Sergei Yashechkin, the head of Russian Communal Systems, a new consortium
of powerful financial industrial groups created to run housing and utility
services across the nation, said in an interview published Tuesday that
the new company expects to earn a 7 percent to 10 percent profit on sales
of $2 billion next year.
"[We expect sales] of 60 billion rubles next year out of a total
volume of sales in the sector of 550 billion rubles," he told Vedomosti.
"Our share of the market will not exceed 15 percent."
Yashechkin said RCS will establish regional subsidiaries that will
take over all local housing-service functions, ensuring supplies of water,
power, heat and gas, television and radio access, garbage collection,
sewage
service and general building maintenance. The first of the 12 subsidiaries
to be established this year will begin operating next week, he said,
although he did not specify where.
The brainchild of Unified Energy Systems CEO Anatoly Chubais, the
consortium includes Gazprom, through its pocket bank Gazprombank, Interros,
Renova, Evrofinance bank, YevrazHolding and Kuzbassrazrezugol. UES and
Gazprombank each own a 25 percent stake in RCS, while the other five members
of the consortium each have 10 percent.
RCS, which was officially registered last month, plans to spend $700
million overhauling the badly neglected sector in the areas it operates
over
the next five years, $200 million of which will come from shareholders.
Yashechkin said RCS was surprised at the interest regional
administrations had taken in the project and that the number of regions
with
which the new company is negotiating has ballooned from an initial 10
two
months ago to more than 30 now.
Yashechkin denied reports that RCS will acquire housing assets owned
by regional administrations in exchange for the debts to UES and Gazprom
that many regions have amassed over the past decade.
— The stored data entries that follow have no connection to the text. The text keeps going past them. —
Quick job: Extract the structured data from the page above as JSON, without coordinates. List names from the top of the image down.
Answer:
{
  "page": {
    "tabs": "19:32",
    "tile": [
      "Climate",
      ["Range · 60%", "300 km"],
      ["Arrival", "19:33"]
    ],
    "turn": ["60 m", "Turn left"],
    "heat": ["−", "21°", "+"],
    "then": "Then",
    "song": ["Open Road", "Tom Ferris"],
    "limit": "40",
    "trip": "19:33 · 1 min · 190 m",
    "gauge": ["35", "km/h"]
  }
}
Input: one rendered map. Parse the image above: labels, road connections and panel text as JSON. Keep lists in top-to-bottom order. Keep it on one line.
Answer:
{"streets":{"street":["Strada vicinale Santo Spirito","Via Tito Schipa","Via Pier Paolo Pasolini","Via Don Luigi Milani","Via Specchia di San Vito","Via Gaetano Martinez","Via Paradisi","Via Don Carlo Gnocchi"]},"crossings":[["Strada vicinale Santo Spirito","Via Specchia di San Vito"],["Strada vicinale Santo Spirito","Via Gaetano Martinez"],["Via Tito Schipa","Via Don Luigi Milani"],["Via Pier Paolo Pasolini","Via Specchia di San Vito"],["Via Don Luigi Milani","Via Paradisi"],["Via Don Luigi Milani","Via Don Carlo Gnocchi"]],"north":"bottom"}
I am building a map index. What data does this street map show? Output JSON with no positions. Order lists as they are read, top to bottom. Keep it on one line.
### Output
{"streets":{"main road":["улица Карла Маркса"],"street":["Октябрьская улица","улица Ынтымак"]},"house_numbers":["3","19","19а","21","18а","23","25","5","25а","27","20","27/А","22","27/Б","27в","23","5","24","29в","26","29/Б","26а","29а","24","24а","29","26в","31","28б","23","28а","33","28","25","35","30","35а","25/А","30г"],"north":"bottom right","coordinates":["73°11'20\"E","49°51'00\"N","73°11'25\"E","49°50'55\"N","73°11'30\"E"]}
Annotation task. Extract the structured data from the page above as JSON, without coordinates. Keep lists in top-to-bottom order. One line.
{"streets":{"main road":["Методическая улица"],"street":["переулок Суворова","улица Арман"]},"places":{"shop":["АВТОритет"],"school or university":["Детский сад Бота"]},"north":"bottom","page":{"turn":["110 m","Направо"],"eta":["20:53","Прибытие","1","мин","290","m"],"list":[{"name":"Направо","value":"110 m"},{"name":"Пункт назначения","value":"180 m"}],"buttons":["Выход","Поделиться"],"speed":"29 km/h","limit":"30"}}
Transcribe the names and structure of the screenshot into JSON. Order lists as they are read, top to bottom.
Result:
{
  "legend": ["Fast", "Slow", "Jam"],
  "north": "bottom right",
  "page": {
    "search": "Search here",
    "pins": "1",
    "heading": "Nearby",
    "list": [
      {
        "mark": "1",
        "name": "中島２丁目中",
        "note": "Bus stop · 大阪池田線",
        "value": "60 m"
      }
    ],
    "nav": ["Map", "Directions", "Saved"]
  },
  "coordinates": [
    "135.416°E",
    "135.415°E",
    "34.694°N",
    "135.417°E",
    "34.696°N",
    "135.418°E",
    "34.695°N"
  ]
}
He said RCS will
be
managing assets under long-term rental agreements.
"This variant is the basis for RCS," he said.
However, he said he found "no contradictions" with the fact
that UES's
official corporate restructuring strategy says that one of the measures
the
national power monopoly is exploring to resolve its payment problem is
acquiring assets in exchange for debts.
UES and Gazprom are owed a collective 46 billion rubles ($1.5 billion)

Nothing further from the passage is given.